Supplied material =>

------------------------------------------------

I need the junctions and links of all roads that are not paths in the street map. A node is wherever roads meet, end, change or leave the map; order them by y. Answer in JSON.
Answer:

------------------------------------------------

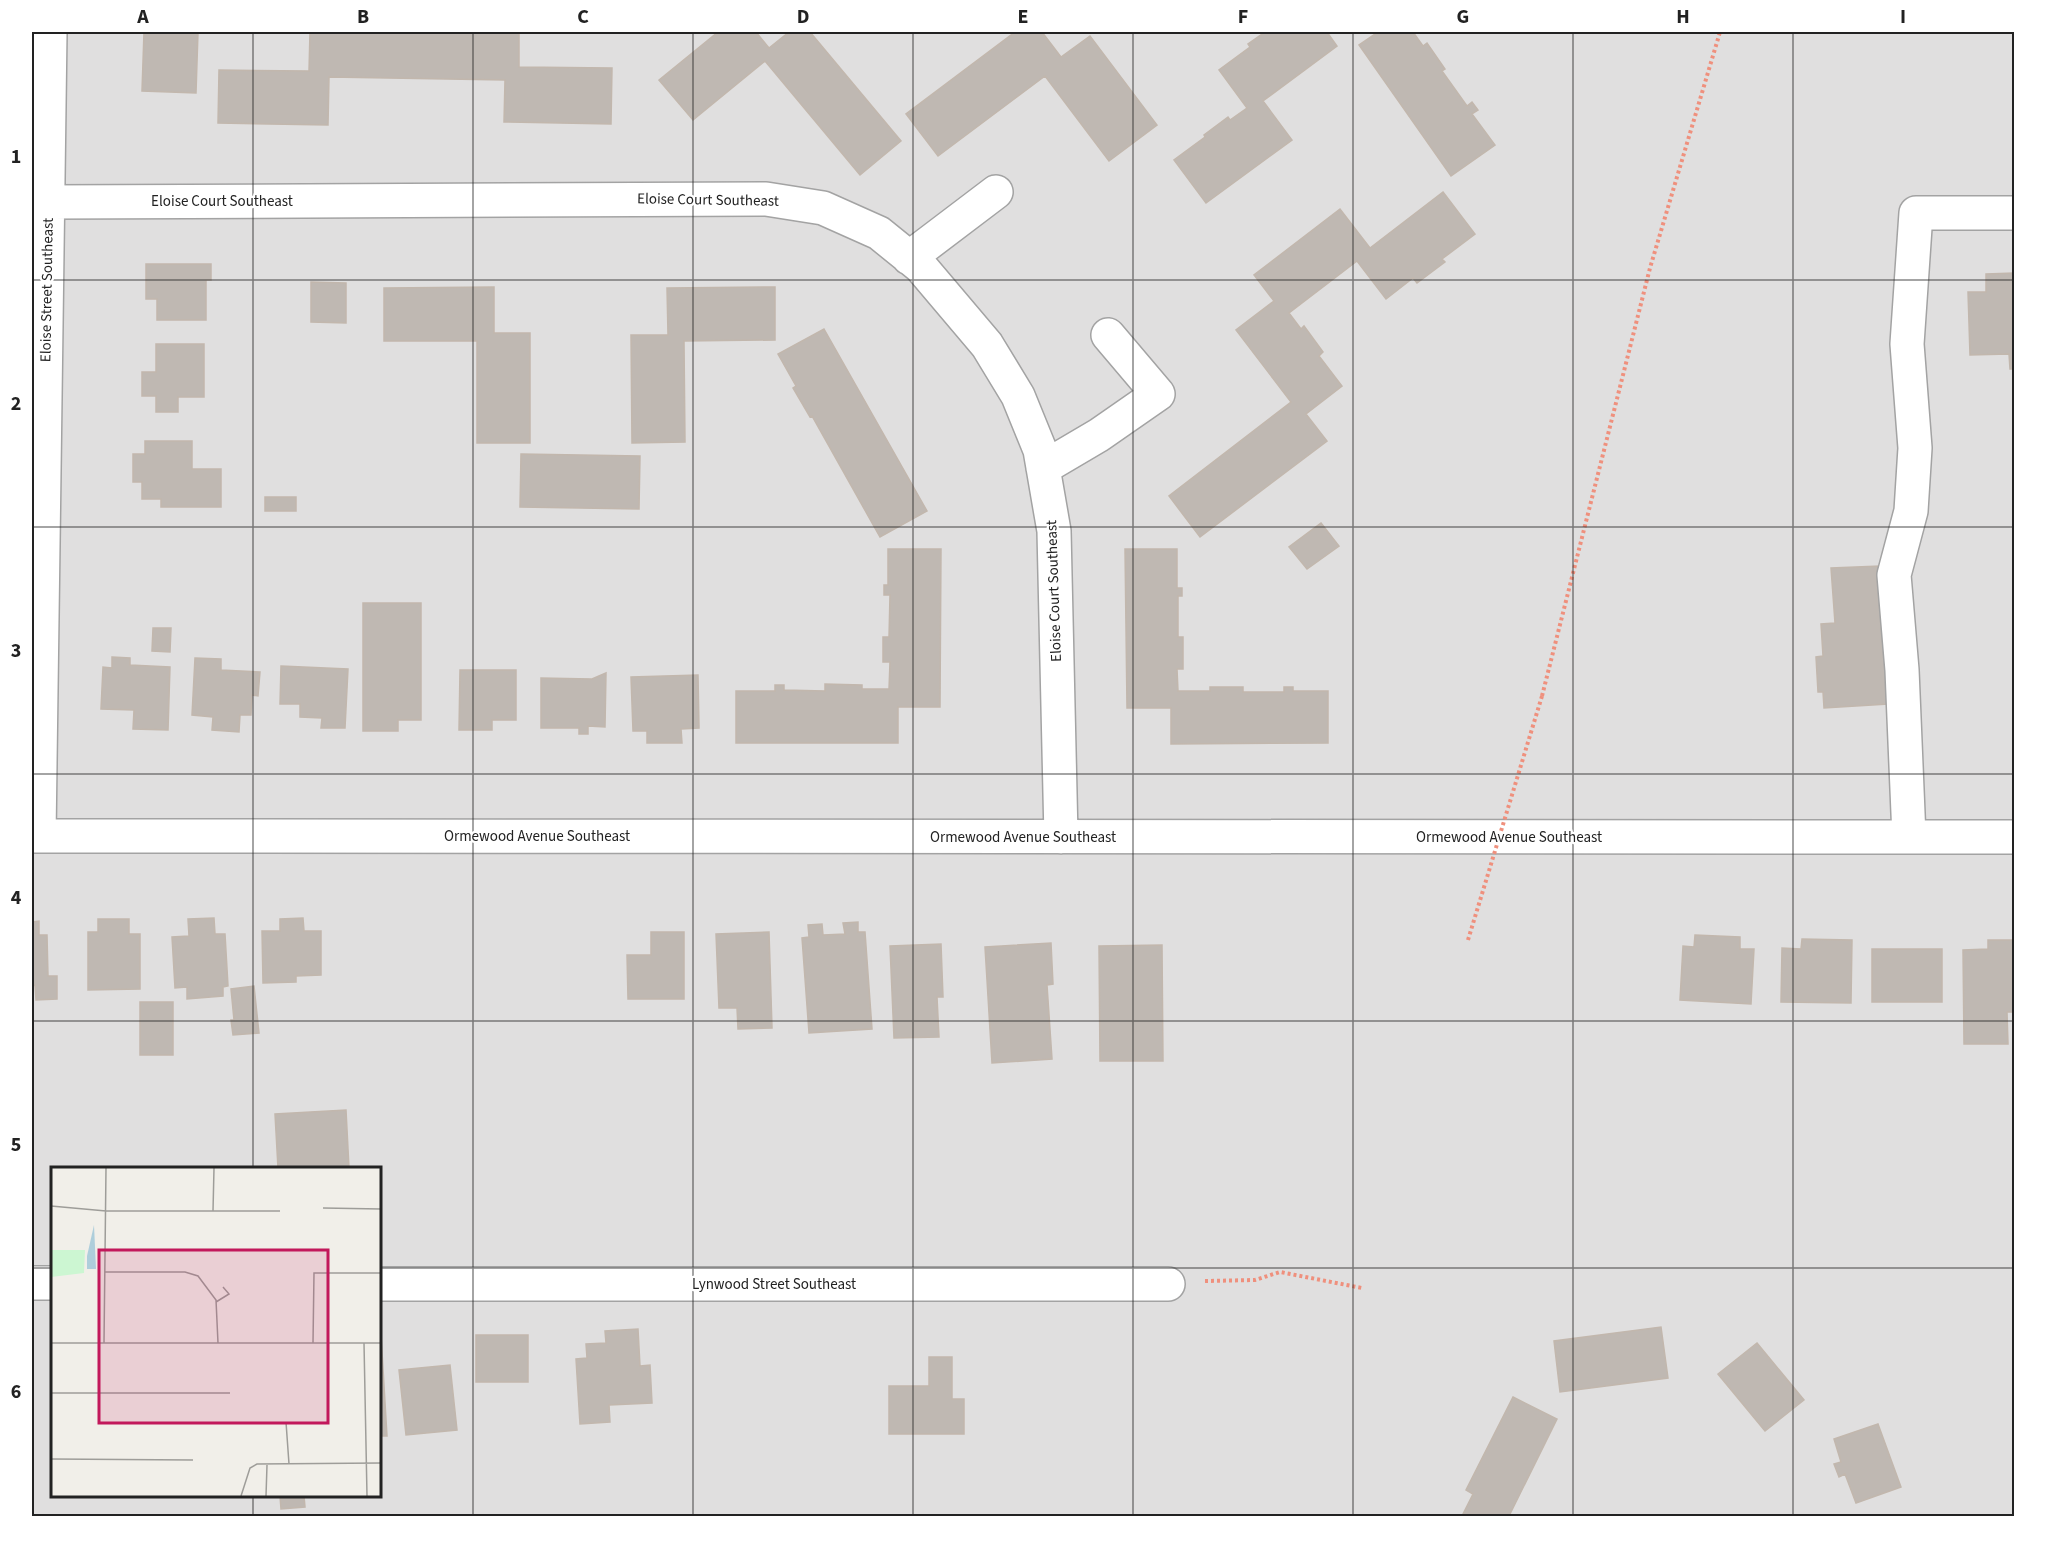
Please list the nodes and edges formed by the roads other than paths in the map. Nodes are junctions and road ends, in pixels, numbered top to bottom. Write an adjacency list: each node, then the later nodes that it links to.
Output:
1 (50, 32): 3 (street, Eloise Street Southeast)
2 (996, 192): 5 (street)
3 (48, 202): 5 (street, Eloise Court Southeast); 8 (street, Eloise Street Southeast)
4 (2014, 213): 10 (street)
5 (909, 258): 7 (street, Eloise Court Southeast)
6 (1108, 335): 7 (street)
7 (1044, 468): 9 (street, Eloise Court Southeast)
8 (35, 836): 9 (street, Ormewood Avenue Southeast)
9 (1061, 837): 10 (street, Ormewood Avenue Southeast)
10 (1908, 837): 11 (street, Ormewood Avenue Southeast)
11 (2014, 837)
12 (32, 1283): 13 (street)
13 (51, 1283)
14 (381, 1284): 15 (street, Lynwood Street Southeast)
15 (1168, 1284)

------------------------------------------------

About this exercise => Which lines above include the word "paths"? Pick them out and copy them.

Problem solution =>
I need the junctions and links of all roads that are not paths in the street map. A node is wherever roads meet, end, change or leave the map; order them by y. Answer in JSON.
Please list the nodes and edges formed by the roads other than paths in the map. Nodes are junctions and road ends, in pixels, numbered top to bottom. Write an adjacency list: each node, then the later nodes that it links to.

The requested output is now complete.